Microbiologist Amanda Gunn takes on something unusual for a microbiologist; she started a fish research and community lab. When Amanda came to Grays Harbor College as a faculty member, she wanted a way to fit her work into the needs and culture of the community. “Everybody here hunts or fishes, and it seemed like a good way to get the community interested in science,” Amanda says. Thus, Fish Lab began.

Fish Lab is a volunteer-based program intended to both restore and monitor the waterways in the area and to get the community involved. Amanda holds volunteer Fish Lab hours twice a week where students and community members can participate in water quality analysis, trail work, dissections, and more.

Name: Dr. Amanda Gunn

Job title: Biology Professor

Institution: Grays Harbor College; Aberdeen, WA, USA

Website: Fish Lab

Twitter: @amandalyngunn  

Amanda with her niece on Children’s Fish Release Day. Image credit: Jake Gunn.

Her research focuses on freshwater microbiome and fish pathogens. “While I have grown attached to my fish, I have to admit I am more attached to their microbes,” Amanda says. She is currently working on a long-term microbiome analysis of a stream leading up to the Fish Lab. “We are working to restore it through invasive species removal, debris clean-ups, native species planting, etc., and we are also reintroducing the salmon that stopped running. I want to watch the microbiome as it changes through the restoration process,” says Amanda.
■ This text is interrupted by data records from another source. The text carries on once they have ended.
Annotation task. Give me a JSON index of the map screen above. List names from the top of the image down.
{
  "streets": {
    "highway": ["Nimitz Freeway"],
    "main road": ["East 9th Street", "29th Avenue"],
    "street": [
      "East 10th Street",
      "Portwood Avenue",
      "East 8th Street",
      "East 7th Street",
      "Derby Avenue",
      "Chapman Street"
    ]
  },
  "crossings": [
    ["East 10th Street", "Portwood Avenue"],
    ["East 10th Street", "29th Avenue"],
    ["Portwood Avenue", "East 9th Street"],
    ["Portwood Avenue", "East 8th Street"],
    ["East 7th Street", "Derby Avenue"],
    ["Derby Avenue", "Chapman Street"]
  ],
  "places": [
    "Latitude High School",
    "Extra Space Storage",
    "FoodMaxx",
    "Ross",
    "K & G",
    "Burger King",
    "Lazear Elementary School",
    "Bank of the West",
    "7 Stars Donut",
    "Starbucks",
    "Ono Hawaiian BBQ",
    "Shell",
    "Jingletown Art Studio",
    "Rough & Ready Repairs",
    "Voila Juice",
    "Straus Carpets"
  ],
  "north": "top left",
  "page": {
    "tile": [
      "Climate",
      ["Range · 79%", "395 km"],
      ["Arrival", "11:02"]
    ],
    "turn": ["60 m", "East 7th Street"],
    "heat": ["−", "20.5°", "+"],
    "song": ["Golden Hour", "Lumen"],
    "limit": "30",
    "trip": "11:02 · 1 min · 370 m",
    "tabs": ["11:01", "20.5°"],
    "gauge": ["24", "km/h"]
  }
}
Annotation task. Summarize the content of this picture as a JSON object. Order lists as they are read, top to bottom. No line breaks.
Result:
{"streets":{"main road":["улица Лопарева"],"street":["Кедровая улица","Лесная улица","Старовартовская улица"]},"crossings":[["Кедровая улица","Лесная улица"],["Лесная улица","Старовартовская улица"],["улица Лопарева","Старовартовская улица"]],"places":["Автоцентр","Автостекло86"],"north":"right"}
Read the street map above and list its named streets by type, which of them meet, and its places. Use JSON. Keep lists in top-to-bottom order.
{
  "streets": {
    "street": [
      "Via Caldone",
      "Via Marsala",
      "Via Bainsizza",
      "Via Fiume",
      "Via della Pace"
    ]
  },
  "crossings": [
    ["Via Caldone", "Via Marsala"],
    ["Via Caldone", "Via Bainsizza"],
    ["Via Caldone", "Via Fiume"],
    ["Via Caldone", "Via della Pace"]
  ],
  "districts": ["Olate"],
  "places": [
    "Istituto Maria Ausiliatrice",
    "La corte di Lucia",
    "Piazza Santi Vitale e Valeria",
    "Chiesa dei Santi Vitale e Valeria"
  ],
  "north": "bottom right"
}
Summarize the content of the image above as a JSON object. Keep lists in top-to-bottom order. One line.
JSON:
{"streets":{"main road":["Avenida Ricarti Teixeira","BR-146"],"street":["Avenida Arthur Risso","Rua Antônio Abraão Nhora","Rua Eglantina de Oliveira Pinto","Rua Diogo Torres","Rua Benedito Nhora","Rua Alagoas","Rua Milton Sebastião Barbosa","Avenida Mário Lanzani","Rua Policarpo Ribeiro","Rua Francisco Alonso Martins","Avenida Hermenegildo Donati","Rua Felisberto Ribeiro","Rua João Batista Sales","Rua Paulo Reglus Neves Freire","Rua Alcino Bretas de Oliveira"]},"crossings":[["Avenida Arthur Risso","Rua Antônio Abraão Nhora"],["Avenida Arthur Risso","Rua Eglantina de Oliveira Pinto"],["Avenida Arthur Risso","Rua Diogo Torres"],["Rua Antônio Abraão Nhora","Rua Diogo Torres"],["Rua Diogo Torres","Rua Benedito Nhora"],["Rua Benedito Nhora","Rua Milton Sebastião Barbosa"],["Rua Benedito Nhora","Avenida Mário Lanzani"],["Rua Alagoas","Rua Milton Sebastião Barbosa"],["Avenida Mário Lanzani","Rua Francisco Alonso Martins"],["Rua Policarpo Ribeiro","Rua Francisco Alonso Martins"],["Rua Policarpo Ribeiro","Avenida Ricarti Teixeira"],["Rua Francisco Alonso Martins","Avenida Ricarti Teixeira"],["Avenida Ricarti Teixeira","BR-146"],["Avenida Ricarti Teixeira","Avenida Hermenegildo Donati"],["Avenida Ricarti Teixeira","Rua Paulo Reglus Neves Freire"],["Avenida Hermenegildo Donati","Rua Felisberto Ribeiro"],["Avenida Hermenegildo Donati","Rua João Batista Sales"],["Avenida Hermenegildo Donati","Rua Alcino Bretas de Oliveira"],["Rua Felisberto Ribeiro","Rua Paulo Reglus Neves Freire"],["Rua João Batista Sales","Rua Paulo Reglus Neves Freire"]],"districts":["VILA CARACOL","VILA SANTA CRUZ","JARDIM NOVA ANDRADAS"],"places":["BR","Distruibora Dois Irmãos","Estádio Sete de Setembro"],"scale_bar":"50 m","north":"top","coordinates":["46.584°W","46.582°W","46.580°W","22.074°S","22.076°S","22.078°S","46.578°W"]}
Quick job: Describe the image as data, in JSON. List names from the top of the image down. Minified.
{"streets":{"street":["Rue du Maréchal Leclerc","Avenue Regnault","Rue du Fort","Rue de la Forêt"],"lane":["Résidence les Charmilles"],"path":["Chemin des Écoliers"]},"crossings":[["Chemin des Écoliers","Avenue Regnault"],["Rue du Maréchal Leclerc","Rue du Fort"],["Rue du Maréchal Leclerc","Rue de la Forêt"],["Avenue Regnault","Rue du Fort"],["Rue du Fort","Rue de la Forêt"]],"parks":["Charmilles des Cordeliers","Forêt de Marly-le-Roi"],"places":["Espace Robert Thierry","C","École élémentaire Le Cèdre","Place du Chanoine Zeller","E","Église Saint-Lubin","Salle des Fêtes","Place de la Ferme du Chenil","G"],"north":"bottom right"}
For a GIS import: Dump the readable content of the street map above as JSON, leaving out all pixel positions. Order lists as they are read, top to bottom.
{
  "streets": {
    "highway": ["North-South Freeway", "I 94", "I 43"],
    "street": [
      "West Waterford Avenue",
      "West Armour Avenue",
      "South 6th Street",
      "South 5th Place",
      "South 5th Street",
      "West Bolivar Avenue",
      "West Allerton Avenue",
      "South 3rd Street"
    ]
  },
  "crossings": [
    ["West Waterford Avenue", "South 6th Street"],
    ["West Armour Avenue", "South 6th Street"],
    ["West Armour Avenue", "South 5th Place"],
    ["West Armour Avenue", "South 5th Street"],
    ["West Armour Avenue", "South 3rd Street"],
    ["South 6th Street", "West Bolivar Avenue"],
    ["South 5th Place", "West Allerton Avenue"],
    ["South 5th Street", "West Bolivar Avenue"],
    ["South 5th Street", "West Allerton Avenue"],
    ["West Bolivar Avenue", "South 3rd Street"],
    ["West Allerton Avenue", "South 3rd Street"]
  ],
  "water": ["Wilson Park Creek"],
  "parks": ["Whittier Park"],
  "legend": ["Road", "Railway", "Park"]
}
Amanda’s journey to microbiology was a long winding path. She was a forensic science major with minors in criminal justice and chemistry. Her first job after graduation was in a cancer diagnostics lab which spurred her into beginning a doctoral program focused on molecular biology and genetics.

There, she realized her full intellectual potential and wanted ensure others could do the same. “In a way, I wanted to make sure nobody else wasted so many years of their life limiting themselves to other peoples’ expectations. That’s why I went into education. Research is my true love, but education is what drives me,” Amanda says. And that is how she ended up as the only microbiologist at a rural community college.

In our society where social conditioning pervades and certain expectations are placed upon you starting at a young age, Amanda has found education very rewarding because she can open up possibilities for students that they did not think was an option.

In addition to teaching several classes a semester, Amanda advises over 70 students and holds 2-3 open lab hours a day. Like the Fish Lab, these open lab hours allow students to practice their lab skills, study, and get extra help.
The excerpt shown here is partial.